Долгая и запутанная история о том, как родители Вадима оказались на Дальнем Востоке. В результате многочисленных миграций предков с обеих сторон сам он родился на Южном Сахалине, спорной территории. Родители работали и поручили заботу о нем, а также общее ведение хозяйства в доме японской супружеской паре. Нянька была чудо – с вечной улыбкой на лице, бесшумными шагами в одних носках пропархивала она, почти не касаясь пола, по комнатам дома, а свой смех-колокольчик прятала за мелькими зубами и детской ладошкой, прикрывающей рот. Все было такое легкое, бесшумное и упоительно спокойное. Нянька не понимала ни одного слова по-русски, хотя всю жизнь прожила на Сахалине в русском окружении. Смущение от всего незнакомого делало ее не то чтобы тупой, но абсолютно невосприимчивой к русскому языку, в особенности к слетающему с губ его громкогласной и по-сибирски крепкой, большой матери. Эти непонятные звуки и слова раздавались как гром небесный, раскатами, ударяющими по всему живому и неживому. Спрятаться от этой грозы, этого урагана можно было только в детской, где они сидели с Вадимом, прижавшись друг к другу, под тихое журчание японской колыбельной. «Вырасту, непременно на ней женюсь», – каждую ночь давал себе клятву Вадим. Эдипов комплекс Фрейда дополнился понятием «анимы» Юнга: персонификация женской природы в бессознательном Вадима, учитывая дальневосточный уклон его детства, преобразилась в боязнь родной матери и любовь ко всему восточному. Через несколько лет после рождения Вадима японцы были высланы с Южного Сахалина в Японию, а семья Вадима поехала искать счастья на запад, естественно, советский запад – в центральную Россию.
Дан приказ ему на запад, ей – в другую сторону… Вырасту, поеду в Японию, найду няньку и все равно женюсь, успокаивал себя мальчик под стук вагонных колес…

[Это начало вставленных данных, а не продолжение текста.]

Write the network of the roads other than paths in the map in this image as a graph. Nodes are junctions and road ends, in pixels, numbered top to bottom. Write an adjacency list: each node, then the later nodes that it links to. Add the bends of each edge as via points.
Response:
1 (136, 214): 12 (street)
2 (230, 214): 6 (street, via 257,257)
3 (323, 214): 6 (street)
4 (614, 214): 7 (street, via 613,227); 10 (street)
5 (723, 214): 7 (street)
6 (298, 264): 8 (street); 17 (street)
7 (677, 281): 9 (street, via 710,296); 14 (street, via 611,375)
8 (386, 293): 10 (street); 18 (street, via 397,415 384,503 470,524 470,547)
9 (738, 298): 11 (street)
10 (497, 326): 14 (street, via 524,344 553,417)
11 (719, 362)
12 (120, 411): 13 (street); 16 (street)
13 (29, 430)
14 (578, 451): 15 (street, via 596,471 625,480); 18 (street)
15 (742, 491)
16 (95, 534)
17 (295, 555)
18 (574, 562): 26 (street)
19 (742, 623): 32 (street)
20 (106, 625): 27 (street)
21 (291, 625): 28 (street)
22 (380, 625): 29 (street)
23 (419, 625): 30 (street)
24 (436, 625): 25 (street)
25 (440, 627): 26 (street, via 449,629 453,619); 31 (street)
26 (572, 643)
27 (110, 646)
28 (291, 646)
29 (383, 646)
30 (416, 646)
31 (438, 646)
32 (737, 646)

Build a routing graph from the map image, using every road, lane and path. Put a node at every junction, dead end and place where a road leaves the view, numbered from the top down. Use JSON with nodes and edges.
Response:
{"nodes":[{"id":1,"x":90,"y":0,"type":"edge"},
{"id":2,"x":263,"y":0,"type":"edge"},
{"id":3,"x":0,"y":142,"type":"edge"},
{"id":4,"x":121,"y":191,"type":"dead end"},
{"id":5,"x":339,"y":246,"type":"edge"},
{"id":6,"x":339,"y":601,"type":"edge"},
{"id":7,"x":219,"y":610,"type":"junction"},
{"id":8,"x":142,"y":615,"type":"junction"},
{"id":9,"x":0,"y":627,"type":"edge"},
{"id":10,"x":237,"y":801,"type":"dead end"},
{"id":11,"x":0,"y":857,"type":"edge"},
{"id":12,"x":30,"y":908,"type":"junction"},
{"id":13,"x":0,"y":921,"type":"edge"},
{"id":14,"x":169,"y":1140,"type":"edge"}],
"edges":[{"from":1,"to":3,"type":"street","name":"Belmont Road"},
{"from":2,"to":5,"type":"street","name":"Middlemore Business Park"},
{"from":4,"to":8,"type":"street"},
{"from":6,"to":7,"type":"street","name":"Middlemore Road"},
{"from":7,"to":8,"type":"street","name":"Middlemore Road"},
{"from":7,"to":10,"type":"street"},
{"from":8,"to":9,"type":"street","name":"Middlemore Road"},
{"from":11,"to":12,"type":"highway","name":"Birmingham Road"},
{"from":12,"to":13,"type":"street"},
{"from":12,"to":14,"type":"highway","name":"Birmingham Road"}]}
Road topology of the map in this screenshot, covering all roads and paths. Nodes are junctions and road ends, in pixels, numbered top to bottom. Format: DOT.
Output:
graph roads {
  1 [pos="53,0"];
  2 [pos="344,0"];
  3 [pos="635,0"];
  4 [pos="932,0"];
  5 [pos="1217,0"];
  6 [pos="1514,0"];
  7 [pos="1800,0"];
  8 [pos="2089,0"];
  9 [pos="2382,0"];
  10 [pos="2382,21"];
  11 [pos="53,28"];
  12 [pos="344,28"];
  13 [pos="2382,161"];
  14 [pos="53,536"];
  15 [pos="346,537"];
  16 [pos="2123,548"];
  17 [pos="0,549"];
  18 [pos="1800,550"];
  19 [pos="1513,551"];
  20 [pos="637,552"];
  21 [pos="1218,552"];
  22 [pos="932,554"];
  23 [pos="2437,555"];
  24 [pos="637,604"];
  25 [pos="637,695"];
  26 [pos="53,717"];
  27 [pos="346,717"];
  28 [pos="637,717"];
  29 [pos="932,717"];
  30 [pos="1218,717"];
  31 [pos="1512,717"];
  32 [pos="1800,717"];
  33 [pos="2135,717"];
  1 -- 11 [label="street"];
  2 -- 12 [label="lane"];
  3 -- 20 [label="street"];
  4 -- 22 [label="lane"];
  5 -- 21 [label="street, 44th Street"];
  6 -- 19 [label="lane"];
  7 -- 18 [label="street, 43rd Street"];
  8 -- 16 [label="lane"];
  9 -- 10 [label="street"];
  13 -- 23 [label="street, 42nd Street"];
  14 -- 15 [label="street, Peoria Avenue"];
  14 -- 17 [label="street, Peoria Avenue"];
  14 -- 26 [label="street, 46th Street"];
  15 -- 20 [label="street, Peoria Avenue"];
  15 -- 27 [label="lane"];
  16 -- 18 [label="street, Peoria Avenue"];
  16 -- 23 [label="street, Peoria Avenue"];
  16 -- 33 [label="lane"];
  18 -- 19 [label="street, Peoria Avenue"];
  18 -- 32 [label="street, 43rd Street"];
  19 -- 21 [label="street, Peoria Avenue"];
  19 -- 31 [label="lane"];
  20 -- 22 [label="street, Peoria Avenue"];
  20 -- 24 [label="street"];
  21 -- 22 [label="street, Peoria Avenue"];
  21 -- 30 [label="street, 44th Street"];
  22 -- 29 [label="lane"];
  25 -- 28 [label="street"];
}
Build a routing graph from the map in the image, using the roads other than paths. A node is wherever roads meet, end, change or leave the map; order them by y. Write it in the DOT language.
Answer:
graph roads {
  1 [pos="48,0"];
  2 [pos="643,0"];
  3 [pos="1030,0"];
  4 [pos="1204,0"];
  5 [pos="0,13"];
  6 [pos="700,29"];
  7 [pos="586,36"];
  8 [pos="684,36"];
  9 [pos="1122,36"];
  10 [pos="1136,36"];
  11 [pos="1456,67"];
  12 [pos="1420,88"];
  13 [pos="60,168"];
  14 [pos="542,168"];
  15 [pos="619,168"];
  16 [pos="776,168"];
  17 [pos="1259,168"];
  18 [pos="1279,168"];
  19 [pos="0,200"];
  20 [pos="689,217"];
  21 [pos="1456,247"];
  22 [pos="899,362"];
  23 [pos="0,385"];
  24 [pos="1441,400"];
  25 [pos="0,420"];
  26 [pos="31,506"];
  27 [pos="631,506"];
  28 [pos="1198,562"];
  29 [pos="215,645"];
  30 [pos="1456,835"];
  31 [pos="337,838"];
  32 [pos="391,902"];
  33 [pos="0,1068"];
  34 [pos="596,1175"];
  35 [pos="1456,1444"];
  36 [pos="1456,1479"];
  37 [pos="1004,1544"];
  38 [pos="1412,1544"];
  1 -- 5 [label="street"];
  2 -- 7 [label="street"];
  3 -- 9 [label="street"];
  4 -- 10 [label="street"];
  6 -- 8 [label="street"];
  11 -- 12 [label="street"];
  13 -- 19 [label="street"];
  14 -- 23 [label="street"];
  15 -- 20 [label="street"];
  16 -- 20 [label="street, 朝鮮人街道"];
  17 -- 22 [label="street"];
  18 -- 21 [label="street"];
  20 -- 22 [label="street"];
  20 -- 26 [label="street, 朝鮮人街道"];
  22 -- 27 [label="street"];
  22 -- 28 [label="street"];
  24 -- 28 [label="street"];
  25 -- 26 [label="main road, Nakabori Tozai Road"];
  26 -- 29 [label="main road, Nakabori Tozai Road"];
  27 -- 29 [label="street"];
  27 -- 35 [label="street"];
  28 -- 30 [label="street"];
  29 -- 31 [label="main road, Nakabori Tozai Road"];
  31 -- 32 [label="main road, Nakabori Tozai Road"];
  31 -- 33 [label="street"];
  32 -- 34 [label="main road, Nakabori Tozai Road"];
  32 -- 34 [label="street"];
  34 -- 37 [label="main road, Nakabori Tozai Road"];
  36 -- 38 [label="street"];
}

И не то чтобы он забыл эту свою детскую клятву, но как-то со временем смирился с действительностью. Его жены были вылеплены из другого теста, без всякой желанной когда-то экзотики. Что сделать, если местные российские восточные красотки в лице татарок, башкирок и казашек были уже испорчены советским воспитанием. Каким-то образом это отражалось на их монголоидном облике, который без восточного внутреннего наполнения был неуместен и даже некрасив, поэтому жениться приходилось на том материале, что был под рукой, Япония отодвинулась до лучших времен. А под рукой были представительницы многонационального советского народа, правда, чаще попадались те, которые из титульной нации средней полосы России. Эта, нынешняя жена оказалось копией матери, то есть некоей странной копией, не похожей на оригинал. Такое, оказывается, случается, как в фильме «Зеркало», где и мать, и жену играет одна и та же актриса Терехова, а голос автора в одном месте говорит «ты – копия моя мать», и тут же – «у вас с ней ничего общего». Вот так было и у Вадима. У жены и у матери не было ни одной общей внешней черты, но была та же стать, та же уверенная походка на высоких каблуках, то же осознание своей яркой привлекательности, бьющей через край женской сути. И характер – одновременно независимый и всегда готовый к самопожертвованию, чтобы потом упиваться своими благородными порывами. Желание властвовать тут же сменялось умением подчиняться воле других. Их обеих действительно могла сыграть одна и та же актриса, потому что по сути это была одна и та же личность. Вадиму, недополучившему материнской ласки в детстве, досталось любви от последней жены в той его жизни, четвертой по счету, по самую макушку, и это оказалось невыносимым. Он не привык к такому постоянному, такому требовательному и одновременно трепетному отношению к себе. И как от недостатка внимания и ревности ко всему окружающему миру он вспышками ненавидел в детстве мать, так сейчас за исполнение всех его желаний он возненавидел жену. Между тем мать и жена прекрасно уживались друг с другом, и ему казалось, что опять он никому не нужен, опять лишний.